The extent of the bobcat's predatory skill is most apparent in its ability to kill deer, which may weigh four or five times as much as the cat. Bobcats kill adult deer on occasion, but they are more likely to prey on fawns--still no mean feat. While radio-tracking bobcats one day in Golden Gate, Riley heard a snorting doe making quite a fuss. He arrived on the scene to find a fawn in the jaws of a large male bobcat 10 feet up a tree, where the 26-pound cat had carried its 30- or 40-pound prey.

Most often, however, deer win the battle with bobcats. Donegan even discovered that deer sometimes chase away bobcats. On several occasions, she watched as one or more pregnant does badgered a foraging bobcat until it left the area. While being careful not to get closer than about 20 yards, the deer relentlessly walked after the bobcat for about an hour. "I could almost imagine the bobcat saying, 'Okay. All right. I'm leaving.'"

In the long run, human disturbance, vehicles and habitat fragmentation are much greater threats to urban-fringe bobcats. "Crossing streets and lawns for long distances is not an option for the bobcat," says Sauvajot. But somehow the cats are managing to exploit the habitat that they find. Says Howell, "Our research goal is to understand how these cats manage to persist in the face of sweeping development."

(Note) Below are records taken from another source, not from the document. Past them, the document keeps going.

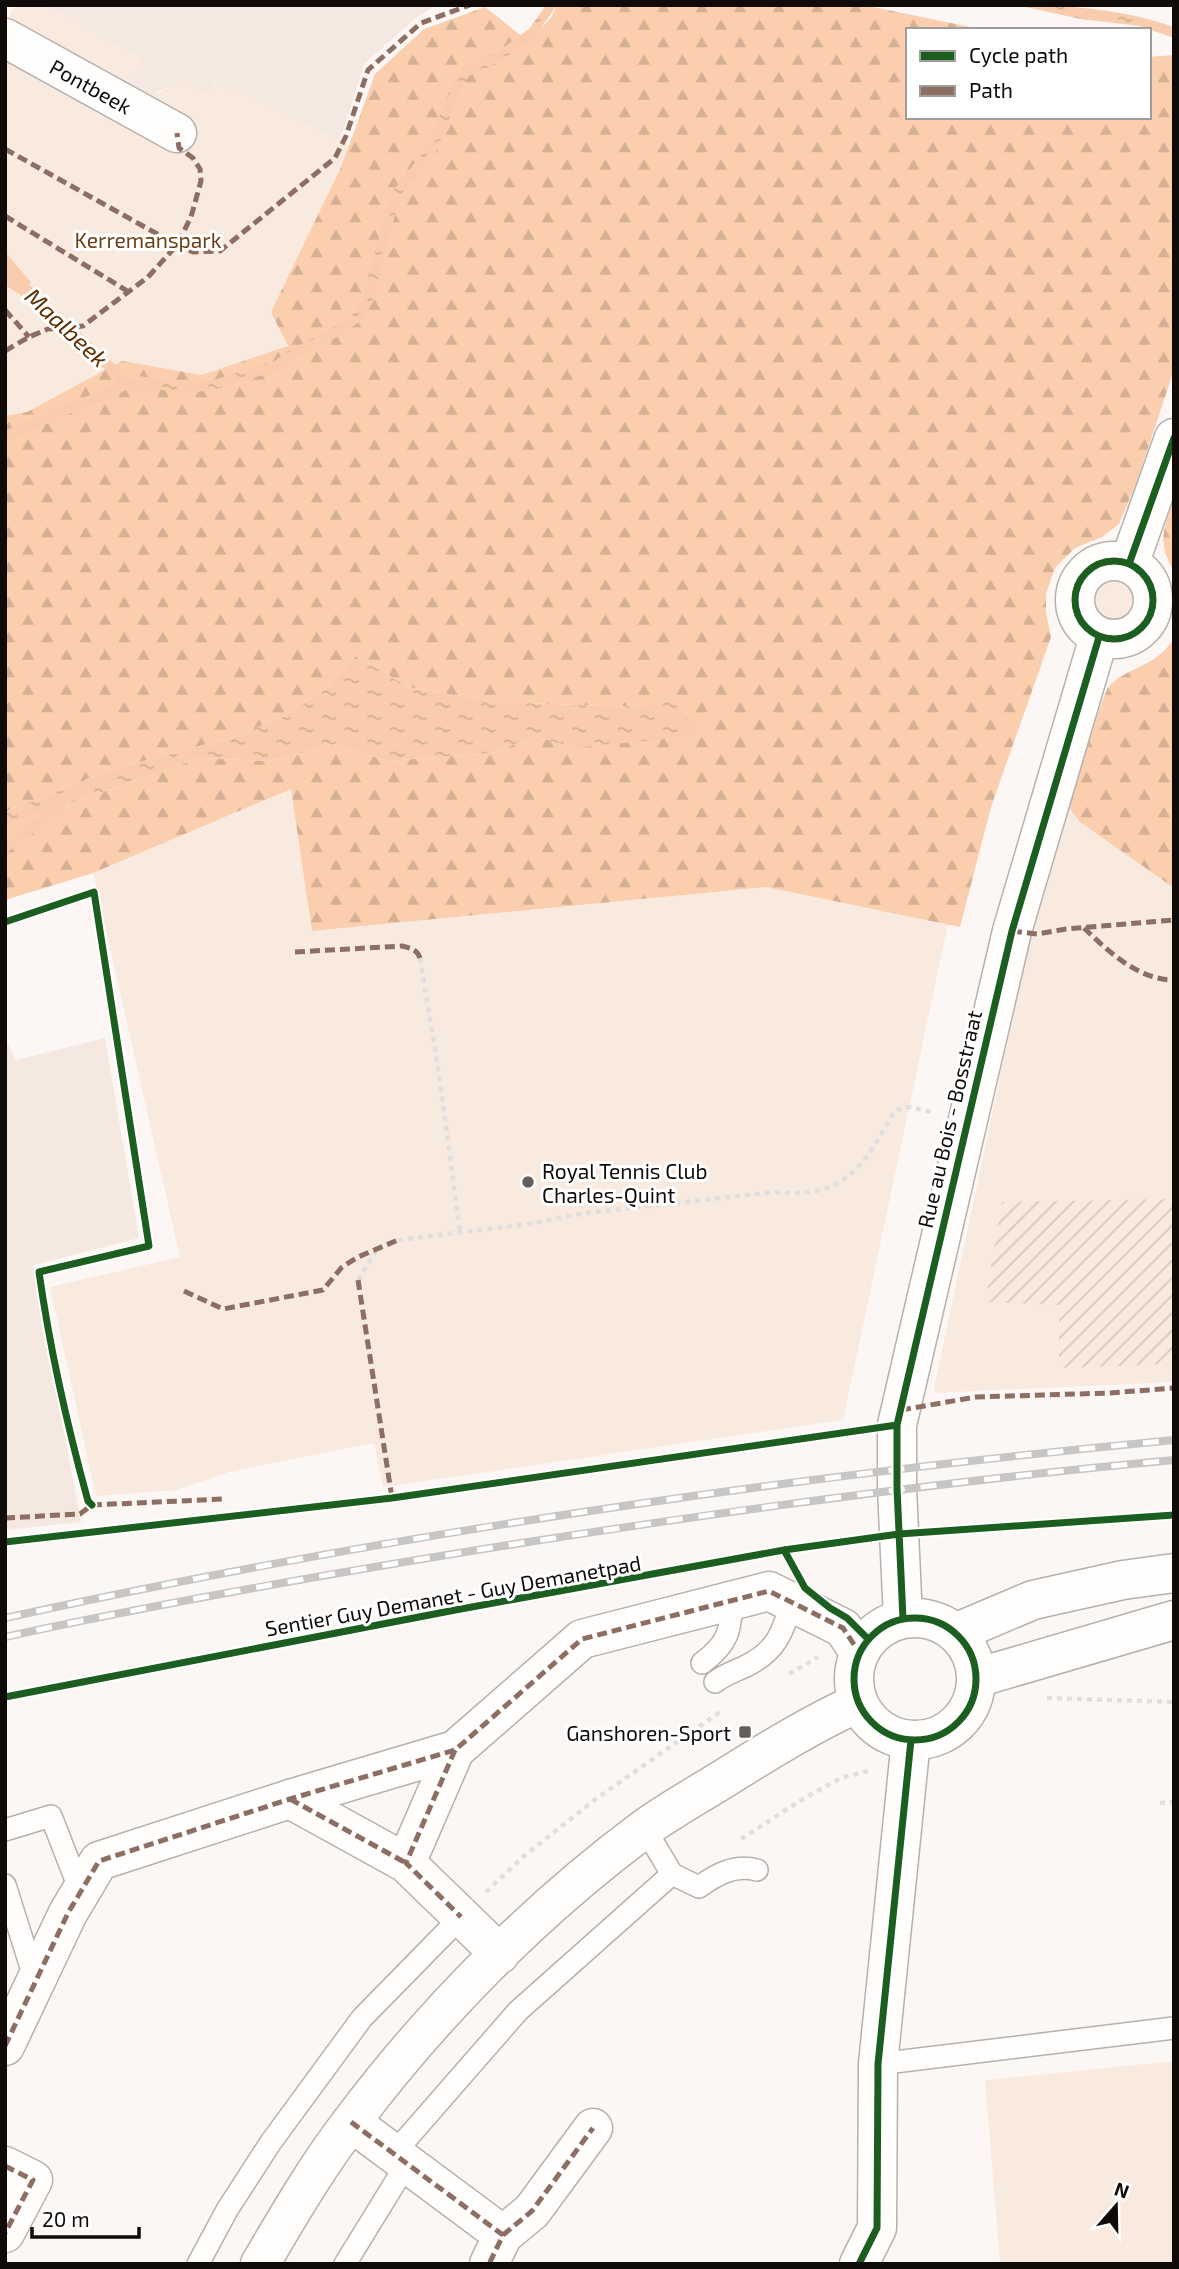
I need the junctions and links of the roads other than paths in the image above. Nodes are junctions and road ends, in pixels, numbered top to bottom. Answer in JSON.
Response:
{"nodes":[{"id":1,"x":5,"y":38,"type":"edge"},
{"id":2,"x":177,"y":132,"type":"dead end"},
{"id":3,"x":1174,"y":438,"type":"edge"},
{"id":4,"x":1129,"y":564,"type":"junction"},
{"id":5,"x":1100,"y":637,"type":"junction"},
{"id":6,"x":1174,"y":1573,"type":"edge"},
{"id":7,"x":732,"y":1599,"type":"junction"},
{"id":8,"x":792,"y":1602,"type":"junction"},
{"id":9,"x":903,"y":1619,"type":"junction"},
{"id":10,"x":1174,"y":1620,"type":"edge"},
{"id":11,"x":956,"y":1633,"type":"junction"},
{"id":12,"x":702,"y":1663,"type":"dead end"},
{"id":13,"x":857,"y":1676,"type":"junction"},
{"id":14,"x":976,"y":1678,"type":"junction"},
{"id":15,"x":715,"y":1682,"type":"dead end"},
{"id":16,"x":911,"y":1741,"type":"junction"},
{"id":17,"x":455,"y":1750,"type":"junction"},
{"id":18,"x":290,"y":1799,"type":"junction"},
{"id":19,"x":645,"y":1829,"type":"junction"},
{"id":20,"x":5,"y":1830,"type":"edge"},
{"id":21,"x":406,"y":1863,"type":"junction"},
{"id":22,"x":757,"y":1870,"type":"dead end"},
{"id":23,"x":672,"y":1874,"type":"junction"},
{"id":24,"x":5,"y":1885,"type":"edge"},
{"id":25,"x":80,"y":1893,"type":"junction"},
{"id":26,"x":461,"y":1916,"type":"junction"},
{"id":27,"x":500,"y":1954,"type":"junction"},
{"id":28,"x":35,"y":1983,"type":"junction"},
{"id":29,"x":1174,"y":2028,"type":"edge"},
{"id":30,"x":5,"y":2046,"type":"edge"},
{"id":31,"x":878,"y":2064,"type":"junction"},
{"id":32,"x":351,"y":2122,"type":"junction"},
{"id":33,"x":593,"y":2128,"type":"dead end"},
{"id":34,"x":401,"y":2159,"type":"junction"},
{"id":35,"x":5,"y":2166,"type":"edge"},
{"id":36,"x":5,"y":2233,"type":"edge"},
{"id":37,"x":496,"y":2249,"type":"edge"},
{"id":38,"x":198,"y":2264,"type":"edge"},
{"id":39,"x":260,"y":2264,"type":"edge"},
{"id":40,"x":345,"y":2264,"type":"edge"},
{"id":41,"x":859,"y":2264,"type":"edge"}],
"edges":[{"from":1,"to":2,"type":"street","name":"Pontbeek"},
{"from":3,"to":4,"type":"street"},
{"from":4,"to":5,"type":"street"},
{"from":4,"to":5,"type":"street"},
{"from":5,"to":9,"type":"street","name":"Rue au Bois - Bosstraat"},
{"from":6,"to":11,"type":"street"},
{"from":7,"to":8,"type":"street"},
{"from":7,"to":12,"type":"lane"},
{"from":7,"to":17,"type":"street"},
{"from":8,"to":13,"type":"street"},
{"from":8,"to":15,"type":"lane"},
{"from":9,"to":11,"type":"street"},
{"from":9,"to":13,"type":"street"},
{"from":10,"to":14,"type":"street"},
{"from":11,"to":14,"type":"street"},
{"from":13,"to":16,"type":"street"},
{"from":13,"to":19,"type":"street"},
{"from":14,"to":16,"type":"street"},
{"from":16,"to":31,"type":"street"},
{"from":17,"to":18,"type":"street"},
{"from":17,"to":21,"type":"street"},
{"from":18,"to":21,"type":"street"},
{"from":18,"to":25,"type":"street"},
{"from":19,"to":23,"type":"lane"},
{"from":19,"to":27,"type":"street"},
{"from":20,"to":25,"type":"lane"},
{"from":21,"to":26,"type":"street"},
{"from":22,"to":23,"type":"lane"},
{"from":23,"to":34,"type":"lane"},
{"from":24,"to":28,"type":"lane"},
{"from":25,"to":28,"type":"street"},
{"from":26,"to":27,"type":"street"},
{"from":26,"to":38,"type":"lane"},
{"from":27,"to":32,"type":"street"},
{"from":28,"to":30,"type":"street"},
{"from":29,"to":31,"type":"lane"},
{"from":31,"to":41,"type":"street"},
{"from":32,"to":34,"type":"street"},
{"from":32,"to":39,"type":"street"},
{"from":33,"to":37,"type":"street"},
{"from":34,"to":37,"type":"street"},
{"from":34,"to":40,"type":"lane"},
{"from":35,"to":36,"type":"street"}]}
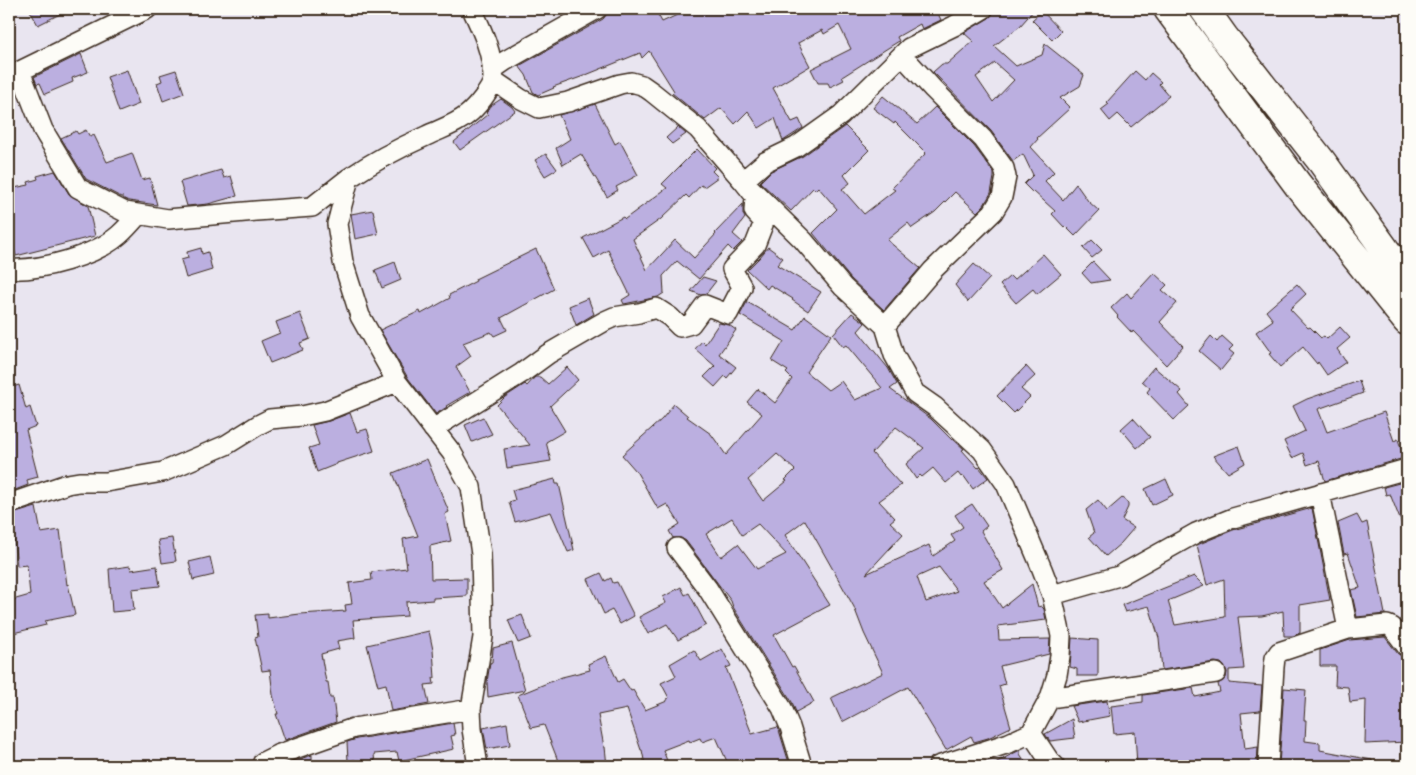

Every theory is fair game. Right now, as you read these words, several bobcats are probably curled up sleeping or quietly hunting just a quarter mile from the Golden Gate Bridge, with the spectacular vista of San Francisco and the bay spread out before them. "Who knows," says Howell, "maybe they're here because they like the view."

Montana journalist Gary Turbak wrote about predator interactions in the June/July 1998 issue.